Avec la Compagnie Mixt Forma, vous assumez le collectif dans le processus de création. On imagine aisément comment les idées peuvent arriver (tout le monde peut en avoir et une mise en commun est facilement envisageable), mais comment se prennent les décisions importantes d’ordre esthétique ou formel ?
Pierre Lison : En effet, la compagnie Mixt Forma regroupe plusieurs artistes venant de disciplines très différentes les unes des autres. Le chant, le jeu théâtral, la percussion, la danse, la poésie, l’électronique et la composition musicale. Nous traversons ensemble le processus de création de la manière la plus horizontale possible. Une chose nous relie. C’est cette volonté de création et d’articulation des différentes disciplines présentes pour ce projet. Nous prenons le soin de comprendre chaque médium en passant par des ateliers d’écritures, de partage de références, de présentation d’un catalogue de technologies disponibles, d’ateliers de mouvements, de techniques de jeu, de dictions… Ensuite, les idées sont partagées de manière assez intuitive. Nous avons très vite remarqué que l’écriture au plateau était l’un des moyens les plus efficaces de faire ressortir le plein potentiel de nos présences pluridisciplinaires. Il reste tout de même l’opportunité à Mathieu de trancher.

On imagine aussi que, après le partage des idées, chacun part travailler sa partie de son côté : comment est réajustée chacune des parties par rapport au reste ? Par exemple, les textes poétiques, qui sous-tendent tout le spectacle, ont-ils évolué au fil de son élaboration ?
Dominique Quélen : Le texte, comme les autres éléments de cette création, est jusqu’au bout un travail en cours, rien n’étant fixé ni figé.

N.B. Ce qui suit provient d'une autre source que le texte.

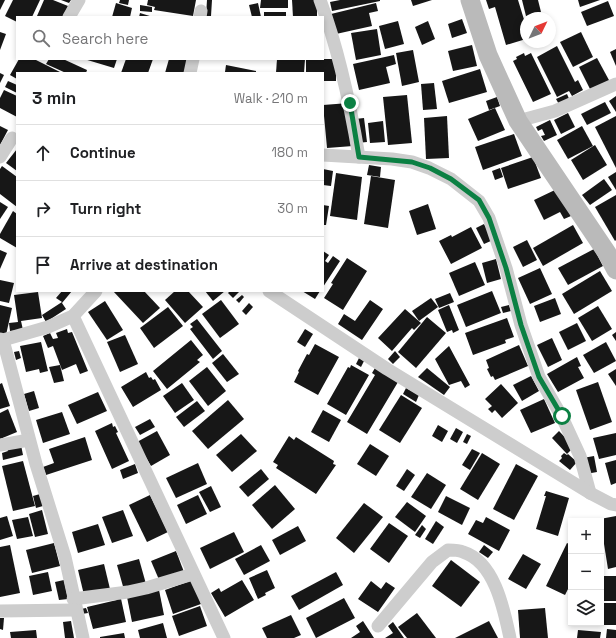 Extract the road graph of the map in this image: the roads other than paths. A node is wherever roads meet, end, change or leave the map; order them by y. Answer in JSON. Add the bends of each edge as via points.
{"nodes":[{"id":1,"x":79,"y":0,"type":"edge"},
{"id":2,"x":320,"y":0,"type":"edge"},
{"id":3,"x":470,"y":0,"type":"edge"},
{"id":4,"x":70,"y":16,"type":"edge"},
{"id":5,"x":193,"y":60,"type":"edge"},
{"id":6,"x":190,"y":72,"type":"edge"},
{"id":7,"x":616,"y":84,"type":"edge"},
{"id":8,"x":518,"y":121,"type":"junction"},
{"id":9,"x":12,"y":138,"type":"dead end"},
{"id":10,"x":324,"y":155,"type":"edge"},
{"id":11,"x":0,"y":157,"type":"edge"},
{"id":12,"x":359,"y":157,"type":"junction"},
{"id":13,"x":612,"y":251,"type":"edge"},
{"id":14,"x":616,"y":270,"type":"edge"},
{"id":15,"x":95,"y":292,"type":"edge"},
{"id":16,"x":271,"y":292,"type":"edge"},
{"id":17,"x":73,"y":316,"type":"junction"},
{"id":18,"x":1,"y":340,"type":"edge"},
{"id":19,"x":29,"y":440,"type":"junction"},
{"id":20,"x":0,"y":445,"type":"edge"},
{"id":21,"x":590,"y":492,"type":"junction"},
{"id":22,"x":616,"y":504,"type":"edge"},
{"id":23,"x":193,"y":574,"type":"junction"},
{"id":24,"x":74,"y":604,"type":"junction"},
{"id":25,"x":0,"y":611,"type":"edge"},
{"id":26,"x":378,"y":626,"type":"dead end"},
{"id":27,"x":82,"y":638,"type":"edge"},
{"id":28,"x":224,"y":638,"type":"edge"},
{"id":29,"x":510,"y":638,"type":"edge"}],
"edges":[{"from":1,"to":4,"type":"street"},
{"from":2,"to":12,"type":"street","via":[[329,23],[350,103]]},
{"from":3,"to":8,"type":"street","via":[[488,55]]},
{"from":5,"to":6,"type":"street"},
{"from":7,"to":8,"type":"street","via":[[555,111]]},
{"from":8,"to":13,"type":"street"},
{"from":9,"to":11,"type":"street"},
{"from":10,"to":12,"type":"street"},
{"from":12,"to":21,"type":"street","via":[[412,162],[430,168],[451,179],[479,200],[489,218],[506,268],[521,325],[539,377],[562,416],[580,456]]},
{"from":13,"to":14,"type":"street"},
{"from":15,"to":17,"type":"street"},
{"from":16,"to":21,"type":"street","via":[[387,369]]},
{"from":17,"to":18,"type":"street","via":[[48,327]]},
{"from":17,"to":23,"type":"street"},
{"from":18,"to":19,"type":"street"},
{"from":19,"to":20,"type":"street"},
{"from":19,"to":24,"type":"street","via":[[64,557]]},
{"from":21,"to":22,"type":"street","via":[[611,504]]},
{"from":23,"to":24,"type":"street","via":[[146,588]]},
{"from":23,"to":28,"type":"street"},
{"from":24,"to":25,"type":"street"},
{"from":24,"to":27,"type":"street"},
{"from":26,"to":29,"type":"street","via":[[432,562],[448,550],[464,552],[479,561],[493,581]]}]} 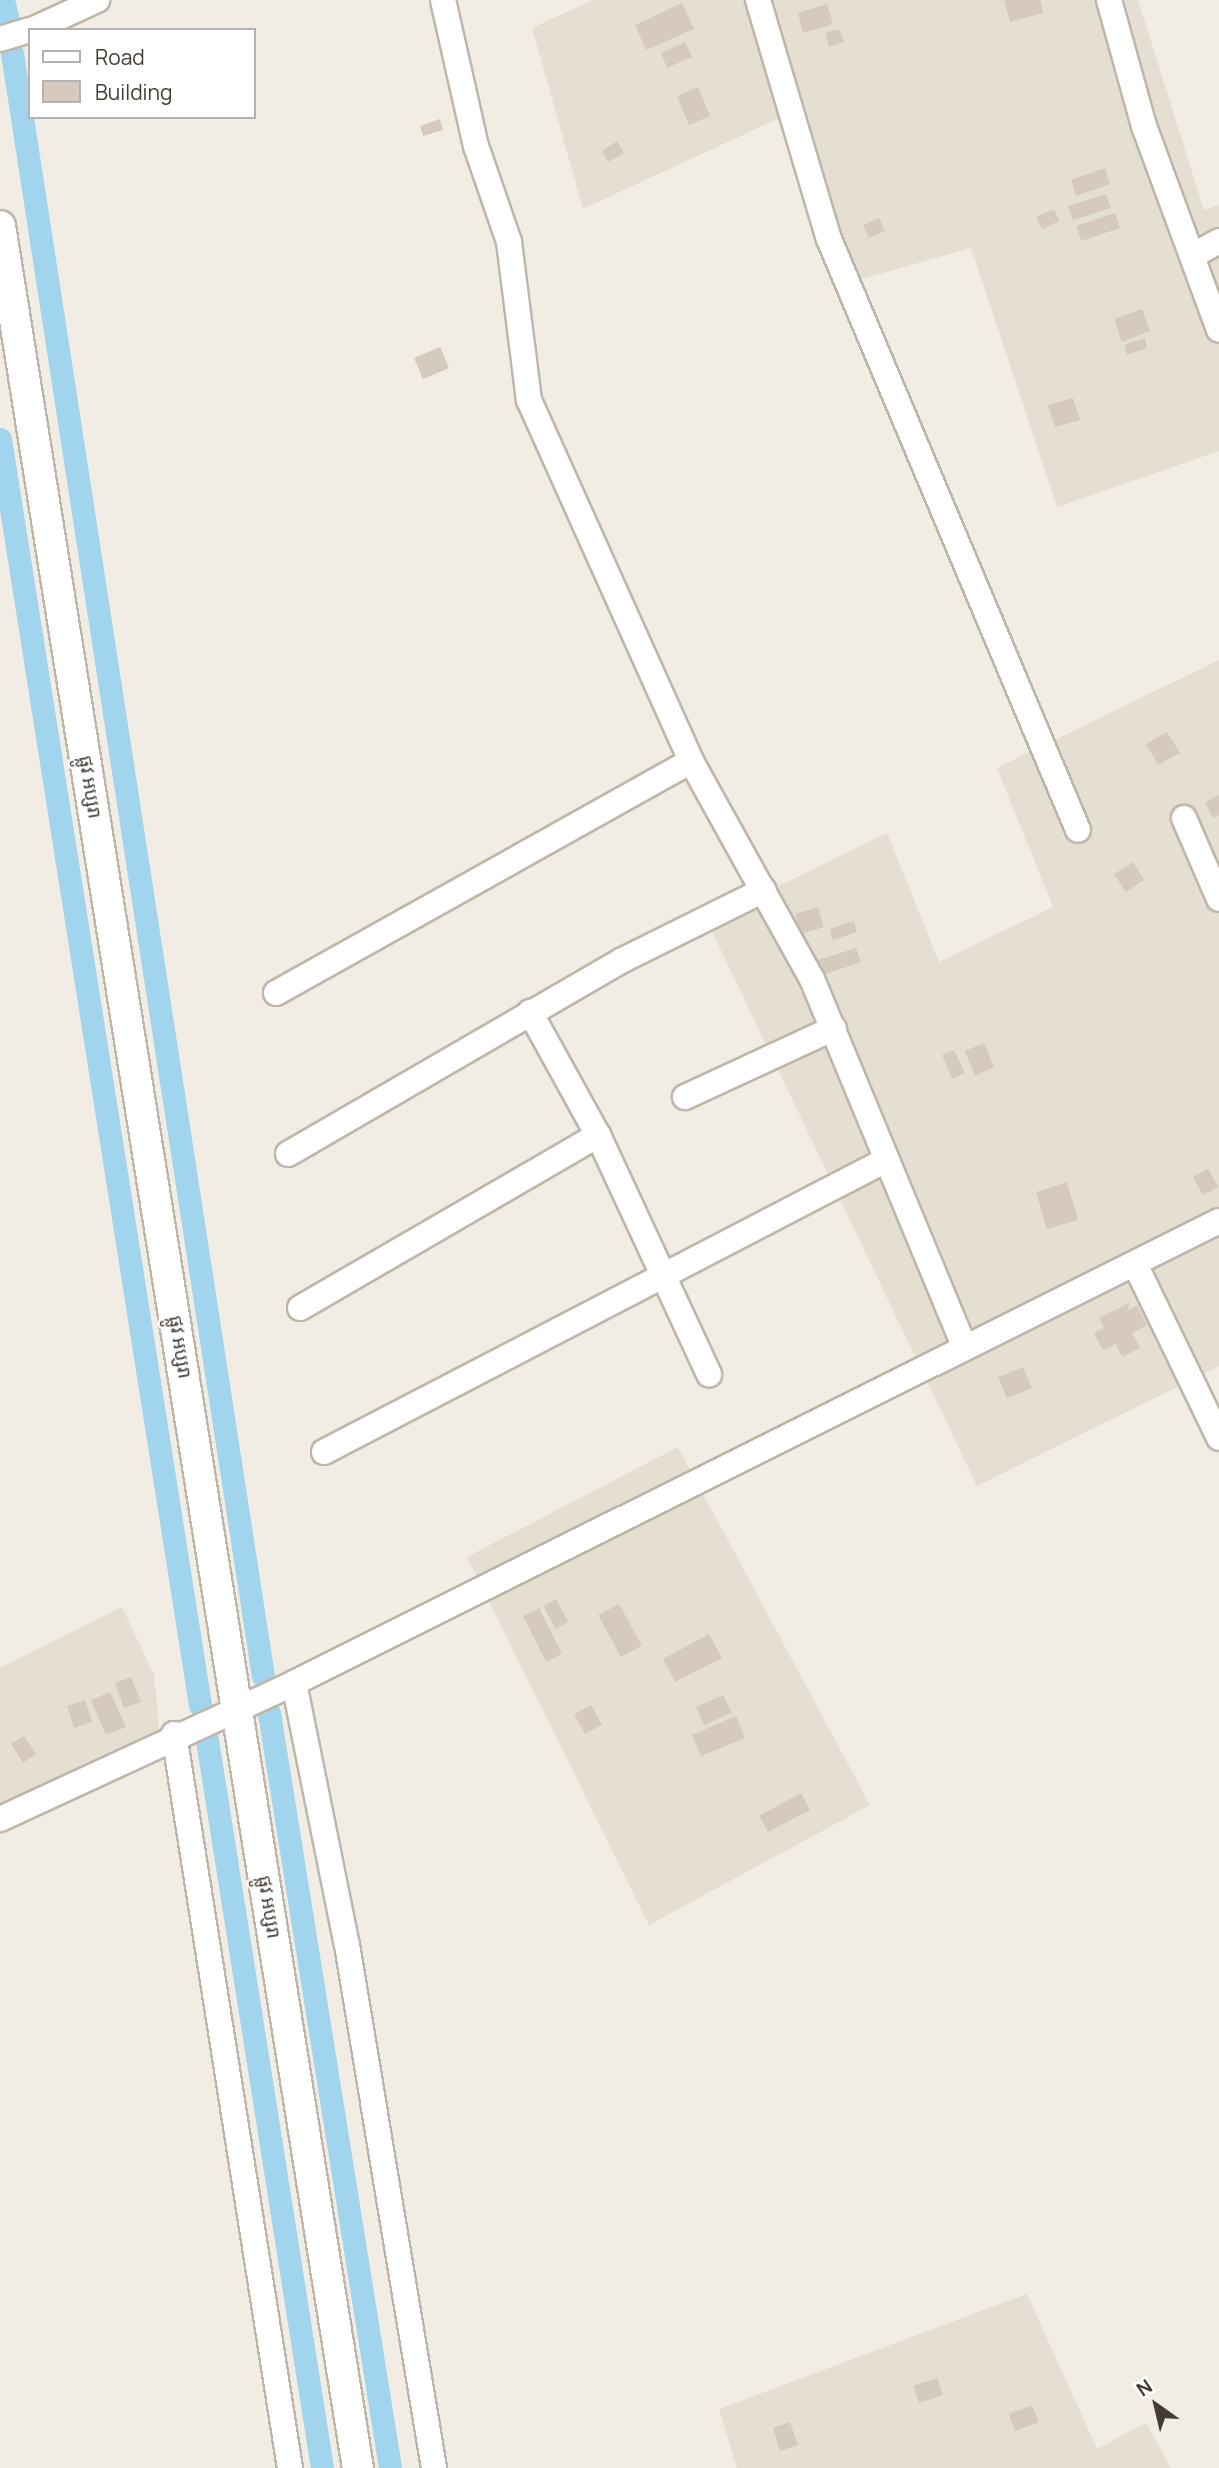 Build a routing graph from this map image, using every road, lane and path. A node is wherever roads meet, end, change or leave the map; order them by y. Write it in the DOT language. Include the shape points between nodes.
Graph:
graph roads {
  1 [pos="97,0"];
  2 [pos="443,0"];
  3 [pos="758,0"];
  4 [pos="1109,0"];
  5 [pos="35,28"];
  6 [pos="28,31"];
  7 [pos="0,38"];
  8 [pos="0,226"];
  9 [pos="1219,241"];
  10 [pos="1192,256"];
  11 [pos="1219,330"];
  12 [pos="691,761"];
  13 [pos="1184,818"];
  14 [pos="1078,830"];
  15 [pos="764,890"];
  16 [pos="1219,899"];
  17 [pos="276,993"];
  18 [pos="530,1012"];
  19 [pos="834,1028"];
  20 [pos="685,1097"];
  21 [pos="598,1135"];
  22 [pos="288,1154"];
  23 [pos="884,1161"];
  24 [pos="1219,1221"];
  25 [pos="1135,1264"];
  26 [pos="665,1278"];
  27 [pos="300,1308"];
  28 [pos="963,1344"];
  29 [pos="709,1374"];
  30 [pos="1219,1438"];
  31 [pos="324,1452"];
  32 [pos="294,1683"];
  33 [pos="237,1709"];
  34 [pos="174,1734"];
  35 [pos="0,1819"];
  36 [pos="290,2468"];
  37 [pos="358,2468"];
  38 [pos="434,2468"];
  1 -- 5 [label="street"];
  2 -- 12 [label="street" via="476,146 509,242 529,400"];
  3 -- 14 [label="street" via="829,239"];
  4 -- 10 [label="street" via="1144,126"];
  6 -- 7 [label="street"];
  8 -- 33 [label="street, ផ្លូវ អប្សរា"];
  9 -- 10 [label="street"];
  10 -- 11 [label="street"];
  12 -- 15 [label="street"];
  12 -- 17 [label="street"];
  13 -- 16 [label="street"];
  15 -- 18 [label="street"];
  15 -- 19 [label="street"];
  18 -- 21 [label="street"];
  18 -- 22 [label="street"];
  19 -- 20 [label="street"];
  19 -- 23 [label="street"];
  21 -- 26 [label="street"];
  21 -- 27 [label="street"];
  23 -- 26 [label="street"];
  23 -- 28 [label="street"];
  24 -- 25 [label="street"];
  25 -- 28 [label="street"];
  25 -- 30 [label="street"];
  26 -- 29 [label="street"];
  26 -- 31 [label="street"];
  28 -- 32 [label="street"];
  32 -- 33 [label="street"];
  32 -- 38 [label="street" via="347,1945"];
  33 -- 34 [label="street"];
  33 -- 37 [label="street, ផ្លូវ អប្សរា"];
  34 -- 35 [label="street"];
  34 -- 36 [label="street"];
}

Au contraire de ce qui se passe avec l’écriture des livres, lesquels me sont à chaque fois comme mon propre corps : à n’ouvrir qu’après ma mort (c’est-à-dire après publication puisqu’alors c’est le livre qui se met à vivre – à condition qu’on l’ouvre, donc), j’aime l’idée, dans une collaboration avec un compositeur et, dans le cas présent, avec toute une équipe participant à l’élaboration commune de l’œuvre, de me laisser mener et que le texte soit une simple matière, que dans cette hésitation prolongée entre le son et le sens qui selon Valéry caractérise le poème, le son ait sa part davantage encore que dans la poésie, et la littérature en général, faite pour le livre ou la lecture silencieuse.
Un des intérêts, encore, de travailler avec Mathieu, c’est que sa méthode, qu’on pourrait mettre au pluriel tant elle s’adapte souplement aux diverses situations de création, et notamment pour cette pièce, pousse au composite, que le risque soit évité d’une unité d’aspect (car c’est effectivement un risque lorsque, comme moi, on écrit surtout par séries).
J’aime enfin l’idée de n’être pas entièrement l’auteur du texte ; que celui-ci se soit élaboré à plusieurs ; que par endroits je n’en sois même pas du tout l’auteur mais telle ou tel d’entre nous ; qu’à bien des moments je me sois contenté de noter des choses entendues à la volée, de transcrire simplement des gestes, des actions, des attitudes. Qu’enfin le texte produit, quel qu’en soit l’auteur parmi nous, demeure une pâte propre à être tassée, étirée, malaxée, réduite, amputée, greffée, griffée, figurée, défigurée, lissée, remodelée, clarifiée, coupée, simplifiée, obscurcie, bouturée, oubliée, aplatie, modifiée, avalée, mâchée, que le résultat n’en soit qu’un état parmi d’autres possibles comme l’est tout texte au moment de le publier (au sens de rendre public), et même toute œuvre, et même toute manifestation de la vie, de la plus modeste à la plus élaborée, et donc qu’il bouge encore.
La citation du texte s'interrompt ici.